/ 25 July 2019

President doesn’t feel under attack by PP — Mthembu

Minister Jackson Mthembu.
Minister Jackson Mthembu. (David Harrison/M&G)

 

 

Minister in the presidency Jackson Mthembu said the president does not feel under attack by the Public Protector.

This comes as Busisiwe Mkhwebane announced she’s investigating the appointment of South African Revenue Service (Sars) commissioner Edward Kieswetter.

Kieswetter was appointed by President Cyril Ramaphosa to lead the revenue collector in March this year.

This latest probe follows a week of tumult involving the public protector and Ramaphosa, in which Mkhwebane detailed in an investigative report that the president had misled Parliament and that he violated the executive ethics code by not declaring large sums of money raised in his fundraising campaign for the ANC presidency in 2017.

Two days later, Ramaphosa used a Sunday evening press briefing to announce he will be taking the report under urgent judicial review.

“We don’t feel under attack. We have never felt that way about anybody,” said Mthembu in a post-cabinet briefing in Cape Town on Thursday.

“The President has said we respect all structures created by our Constitution. And we will support those structures in fulfilling their constitutional obligation,” he said.

Mthembu said the issue of the public protector investigation into the appointment of Kieswetter was not discussed in this week’s Cabinet meeting.

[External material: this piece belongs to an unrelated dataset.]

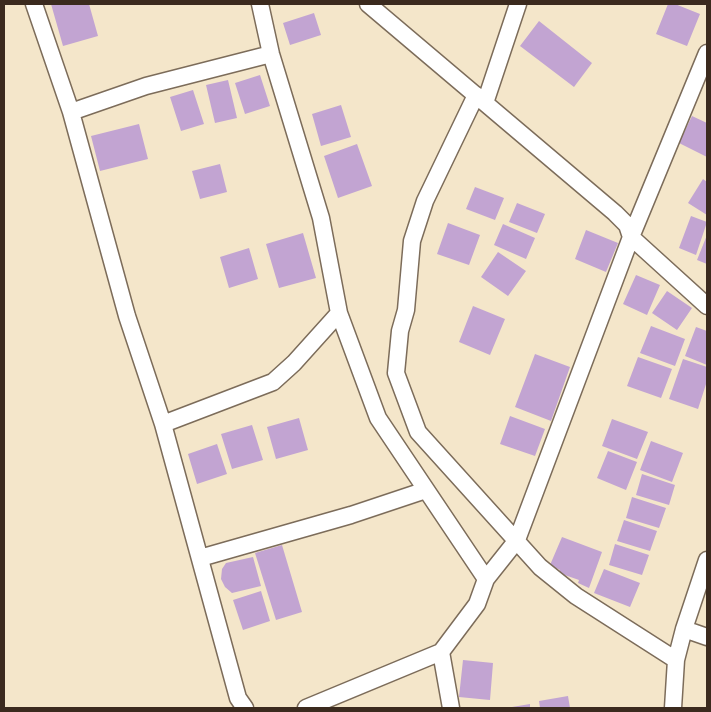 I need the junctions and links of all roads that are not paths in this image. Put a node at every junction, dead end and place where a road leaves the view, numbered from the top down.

In other announcements, Mthembu said that Cabinet had received a report by the presidential expert advisory panel on land reform and agriculture.

“The panel was appointed by the president to provide a unified policy perspective on land reform,” said Mthembu.

Land Reform Minister Thoko Didiza will reveal details of the report to the public at the weekend.

On the appointment of the person to oversee the restructuring of power utility Eskom, Mthembu said that decision will be made by the ministers of public enterprises, finance, and energy.

Earlier this week, while tabling a special appropriations bill to give Eskom a financial lifeline, Finance Minister Tito Mboweni told MPs an announcement was imminent.

Cabinet, which meets every two weeks, will then be notified, and then decide whether or not to approve the appointment.

“The Cabinet will have to be appraised who the person or persons are when the process has been concluded… Cabinet will be taken into confidence as to who the person is. But the behind the scenes work will be done by the ministers,” Mthembu said.